Abbiamo creato i nostri riscaldatori a infrarossi proprio per risolvere questo problema. Grazie al loro alto grado di resistenza all’acqua, sono progettati apposta per le condizioni tipiche dei bagni: vapore costante, spruzzi d’acqua e la necessità di un calore immediato. Gli elementi riscaldanti tradizionali spesso non riescono a funzionare correttamente a causa dell’umidità, lasciando un calore irregolare. I nostri riscaldatori invece rimangono asciutti all’interno e forniscono un calore costante e piacevole, indipendentemente dal livello di umidità.
Potenza, tensione e dimensioni: scelte pensate con cura
Un aspetto importante nell’installazione di riscaldatori nei bagni è lo spazio disponibile: non si vuole infatti dover rifare tutti i collegamenti elettrici della casa. Per questo abbiamo optato per soluzioni pratiche. La tensione e la potenza sono state scelte in modo da fornire un calore efficace senza sovraccaricare i circuiti elettrici. Le dimensioni? Compatte: il tubo è abbastanza corto da poter essere inserito in ambienti con soffitti bassi o spazi ridotti tra le pareti. Così non è necessario riorganizzare l’ambiente per far spazio al riscaldatore.

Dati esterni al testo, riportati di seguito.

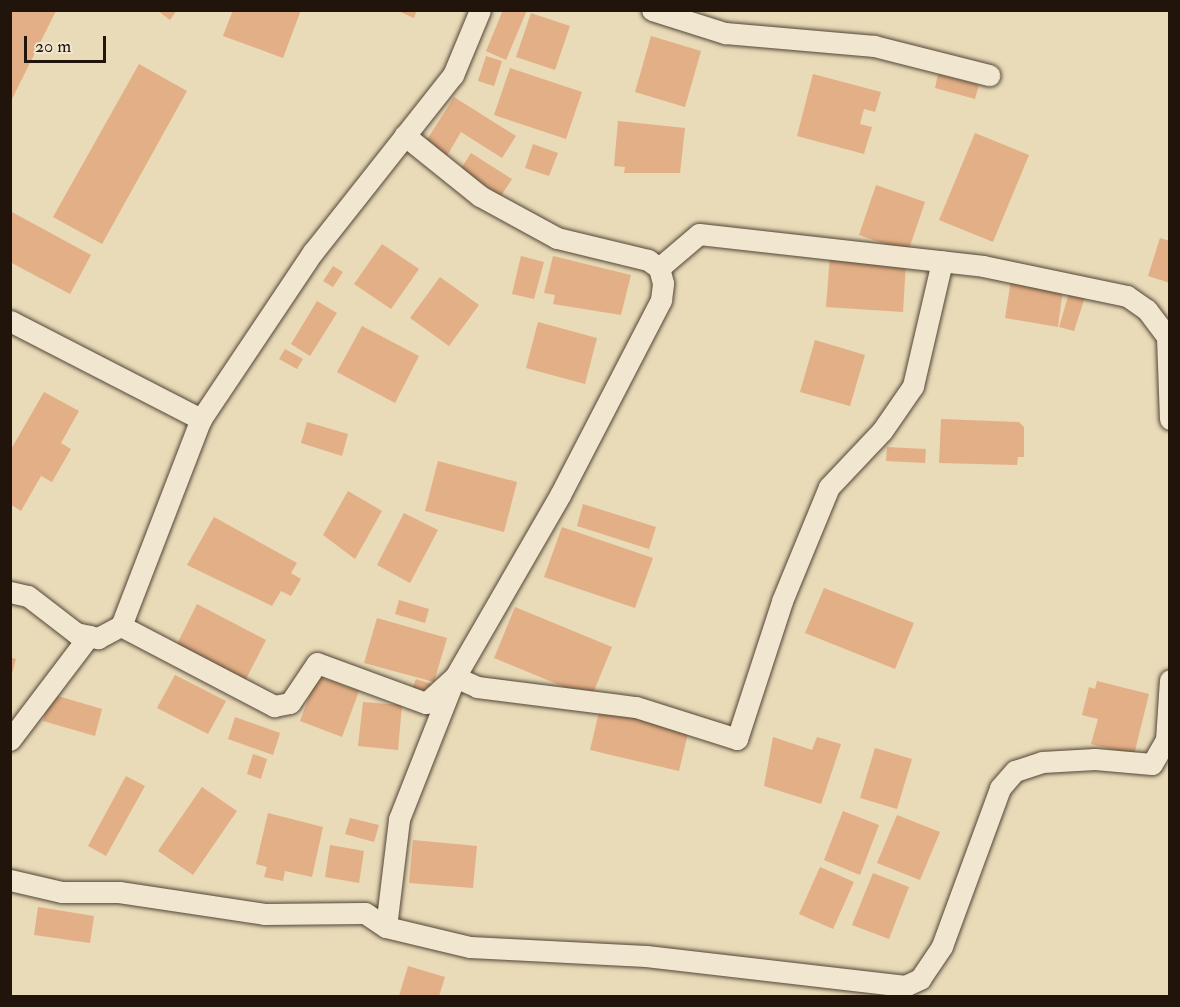 <!DOCTYPE html>
<style>
body{margin:0}
#map{position:relative;width:1180px;height:1007px;overflow:hidden;background:#e9dab8;font-family:"IM FELL Double Pica",serif}
div>[style]{position:absolute}
[style*='--x']{left:calc(var(--x)*1px);top:calc(var(--y)*1px);width:calc(var(--w)*1px);rotate:calc(var(--a)*1deg)}
.building>*{inset:0;background:#e3af86}
.roads{filter:drop-shadow(0 0 2px #524636) drop-shadow(0 0 2px #524636)}
.minor>*{height:21px;margin:-10.5px;padding:0 10.5px;transform-origin:10.5px;border-radius:10.5px;background:#f1e7d1}
span{translate:-50% -50%;white-space:nowrap;text-align:center;line-height:1.15;-webkit-text-stroke:4.5px #f1e7d1;paint-order:stroke}
.frame{position:absolute;inset:0;border:12px solid #20140b;pointer-events:none}
.scale{position:absolute;left:24px;top:36px;width:82px;height:27px;box-sizing:border-box;border:3px solid #20140b;border-top:0;padding-left:8px;font-size:18px;line-height:21px;white-space:nowrap;color:#20140b;-webkit-text-stroke:4px #f1e7d1;paint-order:stroke}
</style>
<div id="map">
<div class="building">
<div style="clip-path:polygon(10px 10px,56px 11px,10px 103px)"></div>
<div style="clip-path:polygon(157px 10px,177px 10px,170px 20px)"></div>
<div style="clip-path:polygon(233px 10px,301px 10px,283px 58px,223px 36px)"></div>
<div style="clip-path:polygon(396px 10px,417px 10px,414px 18px)"></div>
<div style="clip-path:polygon(503px 10px,527px 10px,506px 60px,486px 51px)"></div>
<div style="clip-path:polygon(531px 13px,570px 26px,555px 70px,516px 57px)"></div>
<div style="clip-path:polygon(651px 36px,701px 51px,685px 107px,635px 92px)"></div>
<div style="clip-path:polygon(486px 56px,502px 61px,494px 86px,478px 81px)"></div>
<div style="clip-path:polygon(139px 64px,187px 91px,102px 244px,53px 217px)"></div>
<div style="clip-path:polygon(510px 68px,582px 92px,566px 139px,494px 115px)"></div>
<div style="clip-path:polygon(813px 74px,881px 92px,875px 112px,864px 109px,860px 124px,872px 127px,864px 154px,797px 136px)"></div>
<div style="clip-path:polygon(938px 74px,979px 85px,975px 99px,935px 88px)"></div>
<div style="clip-path:polygon(454px 97px,516px 136px,502px 158px,461px 132px,445px 159px,423px 146px)"></div>
<div style="clip-path:polygon(618px 121px,685px 128px,680px 173px,624px 173px,625px 167px,614px 166px)"></div>
<div style="clip-path:polygon(975px 133px,1029px 155px,993px 242px,939px 220px)"></div>
<div style="clip-path:polygon(533px 144px,558px 153px,549px 176px,525px 168px)"></div>
<div style="clip-path:polygon(471px 153px,512px 179px,501px 196px,460px 170px)"></div>
<div style="clip-path:polygon(876px 185px,925px 202px,908px 252px,859px 235px)"></div>
<div style="clip-path:polygon(10px 211px,91px 255px,70px 294px,10px 262px)"></div>
<div style="clip-path:polygon(1160px 238px,1170px 241px,1170px 283px,1148px 276px)"></div>
<div style="clip-path:polygon(382px 244px,419px 269px,391px 309px,354px 284px)"></div>
<div style="clip-path:polygon(521px 256px,544px 262px,534px 299px,512px 294px)"></div>
<div style="clip-path:polygon(553px 256px,631px 275px,621px 315px,553px 304px,555px 295px,544px 293px)"></div>
<div style="clip-path:polygon(830px 256px,906px 262px,903px 312px,826px 307px)"></div>
<div style="clip-path:polygon(333px 266px,343px 272px,333px 287px,323px 281px)"></div>
<div style="clip-path:polygon(440px 277px,479px 305px,449px 346px,410px 318px)"></div>
<div style="clip-path:polygon(1011px 280px,1063px 289px,1058px 327px,1005px 318px)"></div>
<div style="clip-path:polygon(1070px 290px,1086px 294px,1074px 331px,1059px 327px)"></div>
<div style="clip-path:polygon(317px 301px,337px 313px,310px 356px,291px 344px)"></div>
<div style="clip-path:polygon(538px 322px,597px 338px,585px 384px,526px 368px)"></div>
<div style="clip-path:polygon(362px 326px,419px 356px,395px 403px,337px 372px)"></div>
<div style="clip-path:polygon(815px 340px,865px 355px,850px 406px,800px 392px)"></div>
<div style="clip-path:polygon(285px 349px,303px 359px,297px 369px,279px 359px)"></div>
<div style="clip-path:polygon(44px 392px,79px 411px,61px 443px,71px 449px,52px 482px,41px 476px,21px 511px,10px 504px,10px 451px)"></div>
<div style="clip-path:polygon(941px 419px,1019px 422px,1024px 427px,1024px 457px,1018px 457px,1017px 465px,939px 463px)"></div>
<div style="clip-path:polygon(307px 422px,348px 434px,342px 456px,301px 443px)"></div>
<div style="clip-path:polygon(887px 447px,926px 449px,925px 463px,886px 461px)"></div>
<div style="clip-path:polygon(438px 461px,517px 482px,504px 532px,425px 511px)"></div>
<div style="clip-path:polygon(348px 491px,382px 511px,355px 559px,323px 535px)"></div>
<div style="clip-path:polygon(583px 504px,656px 527px,649px 549px,577px 526px)"></div>
<div style="clip-path:polygon(404px 513px,438px 530px,410px 583px,377px 565px)"></div>
<div style="clip-path:polygon(214px 517px,297px 563px,291px 573px,301px 579px,291px 596px,281px 591px,272px 606px,187px 565px)"></div>
<div style="clip-path:polygon(562px 527px,653px 558px,635px 608px,544px 577px)"></div>
<div style="clip-path:polygon(824px 588px,914px 623px,895px 669px,805px 633px)"></div>
<div style="clip-path:polygon(399px 600px,429px 609px,425px 623px,395px 614px)"></div>
<div style="clip-path:polygon(197px 604px,266px 640px,245px 681px,176px 646px)"></div>
<div style="clip-path:polygon(515px 607px,612px 647px,591px 698px,494px 658px)"></div>
<div style="clip-path:polygon(377px 618px,447px 638px,434px 682px,364px 663px)"></div>
<div style="clip-path:polygon(10px 657px,16px 659px,11px 677px,10px 677px)"></div>
<div style="clip-path:polygon(175px 675px,226px 701px,208px 734px,157px 708px)"></div>
<div style="clip-path:polygon(317px 676px,359px 691px,342px 737px,300px 721px)"></div>
<div style="clip-path:polygon(416px 679px,437px 686px,433px 697px,412px 689px)"></div>
<div style="clip-path:polygon(1097px 681px,1149px 694px,1134px 755px,1091px 744px,1098px 719px,1082px 715px,1089px 687px,1095px 689px)"></div>
<div style="clip-path:polygon(51px 694px,102px 709px,95px 736px,43px 721px)"></div>
<div style="clip-path:polygon(363px 702px,402px 705px,398px 750px,358px 746px)"></div>
<div style="clip-path:polygon(600px 708px,689px 729px,679px 771px,590px 750px)"></div>
<div style="clip-path:polygon(235px 717px,280px 733px,273px 755px,228px 739px)"></div>
<div style="clip-path:polygon(773px 737px,812px 750px,817px 737px,841px 744px,821px 804px,764px 786px)"></div>
<div style="clip-path:polygon(875px 748px,912px 759px,897px 809px,860px 798px)"></div>
<div style="clip-path:polygon(253px 754px,267px 759px,261px 779px,247px 774px)"></div>
<div style="clip-path:polygon(126px 776px,145px 786px,106px 856px,88px 846px)"></div>
<div style="clip-path:polygon(202px 787px,237px 811px,193px 875px,158px 851px)"></div>
<div style="clip-path:polygon(843px 811px,879px 825px,860px 875px,824px 860px)"></div>
<div style="clip-path:polygon(268px 813px,323px 827px,312px 877px,285px 871px,283px 881px,264px 877px,267px 867px,256px 864px)"></div>
<div style="clip-path:polygon(897px 815px,940px 832px,920px 880px,877px 863px)"></div>
<div style="clip-path:polygon(350px 818px,379px 825px,374px 842px,345px 834px)"></div>
<div style="clip-path:polygon(413px 840px,477px 846px,473px 888px,409px 883px)"></div>
<div style="clip-path:polygon(330px 845px,364px 851px,359px 883px,325px 877px)"></div>
<div style="clip-path:polygon(820px 867px,854px 882px,833px 929px,799px 914px)"></div>
<div style="clip-path:polygon(873px 873px,909px 887px,889px 939px,852px 925px)"></div>
<div style="clip-path:polygon(38px 907px,94px 916px,90px 943px,34px 935px)"></div>
<div style="clip-path:polygon(408px 966px,445px 977px,439px 996px,399px 996px)"></div>
</div>
<div class="roads">
<div class="minor">
<div style="--x:652;--y:10;--w:77;--a:17.5"></div>
<div style="--x:725;--y:33;--w:150;--a:5"></div>
<div style="--x:874;--y:46;--w:119;--a:14.2"></div>
<div style="--x:659;--y:268;--w:52;--a:-40.4"></div>
<div style="--x:699;--y:234;--w:286;--a:6.4"></div>
<div style="--x:983;--y:266;--w:147;--a:11.8"></div>
<div style="--x:1127;--y:296;--w:24;--a:35"></div>
<div style="--x:1147;--y:310;--w:34;--a:53"></div>
<div style="--x:1167;--y:337;--w:82;--a:87.9"></div>
<div style="--x:10;--y:321;--w:215;--a:27.2"></div>
<div style="--x:10;--y:592;--w:18;--a:13"></div>
<div style="--x:28;--y:596;--w:61;--a:37.6"></div>
<div style="--x:76;--y:633;--w:23;--a:13"></div>
<div style="--x:98;--y:638;--w:26;--a:-28"></div>
<div style="--x:121;--y:626;--w:222;--a:-68.9"></div>
<div style="--x:201;--y:419;--w:201;--a:-56.2"></div>
<div style="--x:313;--y:252;--w:226;--a:-51.7"></div>
<div style="--x:453;--y:75;--w:70;--a:-67.4"></div>
<div style="--x:121;--y:626;--w:173;--a:27.6"></div>
<div style="--x:274;--y:706;--w:16;--a:-11"></div>
<div style="--x:290;--y:703;--w:48;--a:-56"></div>
<div style="--x:317;--y:663;--w:116;--a:20.2"></div>
<div style="--x:426;--y:703;--w:39;--a:-42"></div>
<div style="--x:455;--y:677;--w:24;--a:24"></div>
<div style="--x:477;--y:687;--w:160;--a:7.2"></div>
<div style="--x:636;--y:707;--w:106;--a:17.6"></div>
<div style="--x:737;--y:739;--w:145;--a:-71.9"></div>
<div style="--x:782;--y:601;--w:123;--a:-67.6"></div>
<div style="--x:829;--y:487;--w:77;--a:-46.6"></div>
<div style="--x:882;--y:431;--w:55;--a:-55.4"></div>
<div style="--x:913;--y:386;--w:128;--a:-76.9"></div>
<div style="--x:10;--y:740;--w:131;--a:-52.8"></div>
<div style="--x:10;--y:880;--w:53;--a:13"></div>
<div style="--x:62;--y:892;--w:57;--a:0"></div>
<div style="--x:119;--y:892;--w:147;--a:8.6"></div>
<div style="--x:264;--y:914;--w:101;--a:-0.6"></div>
<div style="--x:365;--y:913;--w:25;--a:34"></div>
<div style="--x:386;--y:927;--w:109;--a:-83.1"></div>
<div style="--x:399;--y:819;--w:153;--a:-68.5"></div>
<div style="--x:455;--y:677;--w:210;--a:-60"></div>
<div style="--x:560;--y:495;--w:220;--a:-62.6"></div>
<div style="--x:661;--y:300;--w:17;--a:-83"></div>
<div style="--x:663;--y:283;--w:16;--a:-105"></div>
<div style="--x:659;--y:268;--w:14;--a:-144"></div>
<div style="--x:648;--y:260;--w:94;--a:-166.4"></div>
<div style="--x:557;--y:238;--w:88;--a:-151.4"></div>
<div style="--x:480;--y:196;--w:97;--a:-141.2"></div>
<div style="--x:386;--y:927;--w:86;--a:13.4"></div>
<div style="--x:470;--y:947;--w:176;--a:2.9"></div>
<div style="--x:646;--y:956;--w:261;--a:6.6"></div>
<div style="--x:905;--y:986;--w:17;--a:-25"></div>
<div style="--x:920;--y:979;--w:40;--a:-56"></div>
<div style="--x:942;--y:946;--w:168;--a:-69.8"></div>
<div style="--x:1000;--y:788;--w:23;--a:-49"></div>
<div style="--x:1015;--y:771;--w:28;--a:-18"></div>
<div style="--x:1042;--y:762;--w:53;--a:-3.2"></div>
<div style="--x:1095;--y:759;--w:57;--a:5"></div>
<div style="--x:1152;--y:764;--w:28;--a:-60"></div>
<div style="--x:1166;--y:740;--w:60;--a:-86.2"></div>
</div>
</div>
<div class="frame"></div>
<div class="scale">20 m</div>
</div>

Inoltre, le dimensioni ridotte significano una maggiore densità termica in un’area specifica. In altre parole, il riscaldatore scalda velocemente e non spreca energia per riscaldare aria che poi viene persa attraverso i ventilatori o le porte aperte.
Di cosa è fatto… E perché è importante
Utilizziamo rivestimenti in quarzo: permettono un rapido riscaldamento e raffreddamento. A differenza del vetro normale, il quarzo resiste ai cambiamenti bruschi di temperatura senza rompersi. All’interno, gli elementi alogeni mantengono il calore costante nel tempo, evitando cali improvvisi di temperatura o variazioni di colore.
Per quanto riguarda la resistenza all’acqua, non si tratta soltanto di uno strato superficiale protettivo: i connettori sono sigillati e utilizzano guarnizioni appropriate. In questo modo il riscaldatore rimane effettivamente asciutto anche in ambienti umidi.
Il connettore R7s rappresenta un’altra scelta intelligente: garantisce una connessione affidabile, resiste alle alte temperature e semplifica l’installazione. I collegamenti elettrici vengono eseguiti in modo ordinato, riducendo il rischio di problemi legati a connessioni instabili.
Dove mostrano il loro meglio: bagni e molto altro
Negli ambienti come i bagni, i riscaldatori a infrarossi cambiano completamente l’esperienza: riscaldano direttamente le persone e le superfici, permettendo di sentirsi al caldo più rapidamente. Inoltre, grazie alla resistenza all’acqua, non ci sono problemi legati al vapore e agli spruzzi d’acqua.
Funzionano altrettanto bene anche nei locali notturni: la struttura resistente all’acqua permette di resistere alla pioggia e persino a un rapido lavaggio dopo una notte movimentata.
Un ultimo consiglio: data la alta densità termica, è importante assicurarsi una buona circolazione dell’aria. Se il riscaldatore viene utilizzato in ambienti chiusi, è necessario pensare a un sistema di ventilazione. Altrimenti, la stanza potrebbe riscaldarsi troppo velocemente.